* THE PROBLEM:
All lines in the records below that hold "points" are to be shown.
═══ SUPPLIED RECORDS
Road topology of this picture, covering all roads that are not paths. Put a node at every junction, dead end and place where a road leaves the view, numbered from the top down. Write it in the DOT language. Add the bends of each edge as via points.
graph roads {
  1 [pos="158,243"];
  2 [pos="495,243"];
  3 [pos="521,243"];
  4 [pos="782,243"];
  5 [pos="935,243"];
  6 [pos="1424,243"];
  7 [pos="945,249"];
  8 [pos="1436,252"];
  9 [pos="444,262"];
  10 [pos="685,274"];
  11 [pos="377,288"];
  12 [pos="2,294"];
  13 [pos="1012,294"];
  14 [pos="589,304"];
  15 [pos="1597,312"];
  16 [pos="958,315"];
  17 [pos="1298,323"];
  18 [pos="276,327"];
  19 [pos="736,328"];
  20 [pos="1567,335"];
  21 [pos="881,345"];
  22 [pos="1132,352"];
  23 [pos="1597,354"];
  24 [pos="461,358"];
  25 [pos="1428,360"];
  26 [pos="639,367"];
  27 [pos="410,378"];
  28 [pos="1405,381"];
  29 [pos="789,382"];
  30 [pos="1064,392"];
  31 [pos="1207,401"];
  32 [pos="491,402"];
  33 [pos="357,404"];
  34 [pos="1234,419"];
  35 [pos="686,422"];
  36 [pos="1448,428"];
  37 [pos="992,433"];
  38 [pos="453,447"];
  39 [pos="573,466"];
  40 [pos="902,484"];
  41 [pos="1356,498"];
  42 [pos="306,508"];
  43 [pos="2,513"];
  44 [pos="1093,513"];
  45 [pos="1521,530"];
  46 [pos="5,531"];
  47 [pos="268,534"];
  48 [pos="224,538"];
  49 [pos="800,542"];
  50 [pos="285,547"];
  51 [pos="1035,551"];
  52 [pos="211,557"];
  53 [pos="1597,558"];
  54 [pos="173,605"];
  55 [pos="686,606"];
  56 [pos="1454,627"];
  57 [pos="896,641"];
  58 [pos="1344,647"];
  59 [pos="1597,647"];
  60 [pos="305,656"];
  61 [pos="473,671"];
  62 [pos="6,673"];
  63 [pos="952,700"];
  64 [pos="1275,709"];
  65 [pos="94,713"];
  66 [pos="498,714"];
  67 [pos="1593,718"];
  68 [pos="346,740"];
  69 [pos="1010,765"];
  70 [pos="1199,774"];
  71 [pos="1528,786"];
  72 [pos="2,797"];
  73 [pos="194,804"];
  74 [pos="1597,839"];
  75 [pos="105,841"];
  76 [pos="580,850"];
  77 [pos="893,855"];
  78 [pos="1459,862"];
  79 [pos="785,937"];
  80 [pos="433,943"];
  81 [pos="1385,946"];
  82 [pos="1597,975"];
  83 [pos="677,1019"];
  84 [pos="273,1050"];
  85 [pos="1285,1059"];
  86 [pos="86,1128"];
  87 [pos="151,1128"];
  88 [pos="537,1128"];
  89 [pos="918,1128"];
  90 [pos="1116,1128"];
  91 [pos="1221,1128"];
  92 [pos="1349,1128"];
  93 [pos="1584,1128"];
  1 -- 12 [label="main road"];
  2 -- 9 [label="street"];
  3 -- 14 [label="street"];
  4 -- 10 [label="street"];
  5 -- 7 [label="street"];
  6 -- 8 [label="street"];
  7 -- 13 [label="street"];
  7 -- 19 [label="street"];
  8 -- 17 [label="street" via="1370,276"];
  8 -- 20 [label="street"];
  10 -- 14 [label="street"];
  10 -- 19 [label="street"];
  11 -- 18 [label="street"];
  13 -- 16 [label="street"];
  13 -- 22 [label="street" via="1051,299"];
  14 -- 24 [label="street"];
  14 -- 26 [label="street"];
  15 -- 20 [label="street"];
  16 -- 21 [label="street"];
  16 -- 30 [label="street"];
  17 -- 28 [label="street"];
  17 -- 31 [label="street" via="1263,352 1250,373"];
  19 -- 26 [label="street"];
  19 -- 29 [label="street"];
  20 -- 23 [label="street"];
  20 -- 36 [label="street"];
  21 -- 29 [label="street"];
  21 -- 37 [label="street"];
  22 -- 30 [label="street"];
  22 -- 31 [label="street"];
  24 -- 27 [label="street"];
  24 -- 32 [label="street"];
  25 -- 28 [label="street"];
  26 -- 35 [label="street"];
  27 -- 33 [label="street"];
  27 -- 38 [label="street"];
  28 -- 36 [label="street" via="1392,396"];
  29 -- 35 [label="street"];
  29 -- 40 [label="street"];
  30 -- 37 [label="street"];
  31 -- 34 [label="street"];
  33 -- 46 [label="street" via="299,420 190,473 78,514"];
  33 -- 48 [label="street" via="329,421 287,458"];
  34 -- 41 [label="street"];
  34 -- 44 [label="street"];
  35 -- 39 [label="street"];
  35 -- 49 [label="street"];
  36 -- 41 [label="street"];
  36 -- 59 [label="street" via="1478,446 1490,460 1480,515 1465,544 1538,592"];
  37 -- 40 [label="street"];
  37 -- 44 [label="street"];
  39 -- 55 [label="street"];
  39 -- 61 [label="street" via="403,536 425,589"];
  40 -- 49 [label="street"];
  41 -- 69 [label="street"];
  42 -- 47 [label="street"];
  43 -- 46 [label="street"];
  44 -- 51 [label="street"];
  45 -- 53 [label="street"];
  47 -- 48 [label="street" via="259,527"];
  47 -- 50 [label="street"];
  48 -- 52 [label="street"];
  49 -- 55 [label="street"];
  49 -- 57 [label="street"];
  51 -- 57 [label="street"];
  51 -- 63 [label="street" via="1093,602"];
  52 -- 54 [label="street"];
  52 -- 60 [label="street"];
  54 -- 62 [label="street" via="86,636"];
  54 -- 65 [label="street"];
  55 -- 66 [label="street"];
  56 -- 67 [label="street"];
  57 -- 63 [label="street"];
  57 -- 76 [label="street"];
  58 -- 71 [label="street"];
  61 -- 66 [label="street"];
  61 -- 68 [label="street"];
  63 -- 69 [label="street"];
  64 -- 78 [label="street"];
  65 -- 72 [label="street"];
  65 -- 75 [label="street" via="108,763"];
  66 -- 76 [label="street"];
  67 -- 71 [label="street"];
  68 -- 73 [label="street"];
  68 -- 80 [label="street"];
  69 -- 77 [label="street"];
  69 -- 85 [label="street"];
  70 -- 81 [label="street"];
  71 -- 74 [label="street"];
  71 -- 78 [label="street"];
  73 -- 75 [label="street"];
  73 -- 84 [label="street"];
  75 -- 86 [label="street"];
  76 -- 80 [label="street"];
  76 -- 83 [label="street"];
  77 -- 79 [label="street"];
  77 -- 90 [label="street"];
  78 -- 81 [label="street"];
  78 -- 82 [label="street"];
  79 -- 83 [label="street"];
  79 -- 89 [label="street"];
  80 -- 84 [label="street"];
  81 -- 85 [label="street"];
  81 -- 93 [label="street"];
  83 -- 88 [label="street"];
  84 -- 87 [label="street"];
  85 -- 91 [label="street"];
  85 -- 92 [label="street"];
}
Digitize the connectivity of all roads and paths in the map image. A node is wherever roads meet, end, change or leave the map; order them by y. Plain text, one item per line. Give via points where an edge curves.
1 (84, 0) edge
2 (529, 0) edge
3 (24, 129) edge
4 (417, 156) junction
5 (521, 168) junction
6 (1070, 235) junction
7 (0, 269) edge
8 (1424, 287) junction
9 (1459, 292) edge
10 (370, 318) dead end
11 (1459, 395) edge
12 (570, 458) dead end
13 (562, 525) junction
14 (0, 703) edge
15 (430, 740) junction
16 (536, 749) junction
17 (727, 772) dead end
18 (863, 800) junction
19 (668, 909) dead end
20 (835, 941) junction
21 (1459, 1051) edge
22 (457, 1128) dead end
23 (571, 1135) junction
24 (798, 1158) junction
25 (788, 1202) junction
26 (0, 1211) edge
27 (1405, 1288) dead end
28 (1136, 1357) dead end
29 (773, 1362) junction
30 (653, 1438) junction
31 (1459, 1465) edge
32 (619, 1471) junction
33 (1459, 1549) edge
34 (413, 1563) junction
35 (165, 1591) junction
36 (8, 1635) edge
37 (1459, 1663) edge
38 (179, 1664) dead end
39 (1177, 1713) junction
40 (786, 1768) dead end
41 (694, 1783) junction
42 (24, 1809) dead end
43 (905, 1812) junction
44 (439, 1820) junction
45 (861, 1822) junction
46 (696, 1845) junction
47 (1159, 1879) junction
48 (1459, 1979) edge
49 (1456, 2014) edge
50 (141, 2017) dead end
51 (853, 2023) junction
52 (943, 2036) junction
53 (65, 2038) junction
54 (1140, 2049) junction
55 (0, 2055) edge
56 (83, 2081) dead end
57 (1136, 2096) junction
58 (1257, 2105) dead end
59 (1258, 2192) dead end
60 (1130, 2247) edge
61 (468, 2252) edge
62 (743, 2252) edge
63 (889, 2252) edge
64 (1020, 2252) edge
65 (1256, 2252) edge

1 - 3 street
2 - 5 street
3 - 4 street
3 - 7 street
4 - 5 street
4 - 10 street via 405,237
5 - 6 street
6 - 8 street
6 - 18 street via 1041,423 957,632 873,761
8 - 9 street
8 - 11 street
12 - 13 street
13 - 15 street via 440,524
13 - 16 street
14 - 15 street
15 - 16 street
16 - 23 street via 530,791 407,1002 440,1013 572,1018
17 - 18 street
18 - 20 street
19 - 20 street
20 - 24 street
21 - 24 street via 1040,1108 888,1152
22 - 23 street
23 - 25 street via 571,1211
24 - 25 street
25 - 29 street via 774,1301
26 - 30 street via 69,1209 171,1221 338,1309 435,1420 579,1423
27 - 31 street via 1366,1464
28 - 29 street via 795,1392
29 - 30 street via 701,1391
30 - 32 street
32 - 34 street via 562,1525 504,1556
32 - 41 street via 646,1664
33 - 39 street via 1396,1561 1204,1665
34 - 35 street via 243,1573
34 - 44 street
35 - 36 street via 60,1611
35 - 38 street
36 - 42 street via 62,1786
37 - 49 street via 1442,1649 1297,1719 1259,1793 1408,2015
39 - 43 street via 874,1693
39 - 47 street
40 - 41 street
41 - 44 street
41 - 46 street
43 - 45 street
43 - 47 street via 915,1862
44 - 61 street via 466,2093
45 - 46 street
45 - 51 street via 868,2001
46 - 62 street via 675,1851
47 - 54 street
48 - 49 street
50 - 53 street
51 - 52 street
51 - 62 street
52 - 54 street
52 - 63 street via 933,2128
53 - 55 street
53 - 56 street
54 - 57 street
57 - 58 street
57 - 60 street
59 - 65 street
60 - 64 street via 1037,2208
══════
* EXERCISE RESPONSE:
Road topology of this picture, covering all roads that are not paths. Put a node at every junction, dead end and place where a road leaves the view, numbered from the top down. Write it in the DOT language. Add the bends of each edge as via points.
Digitize the connectivity of all roads and paths in the map image. A node is wherever roads meet, end, change or leave the map; order them by y. Plain text, one item per line. Give via points where an edge curves.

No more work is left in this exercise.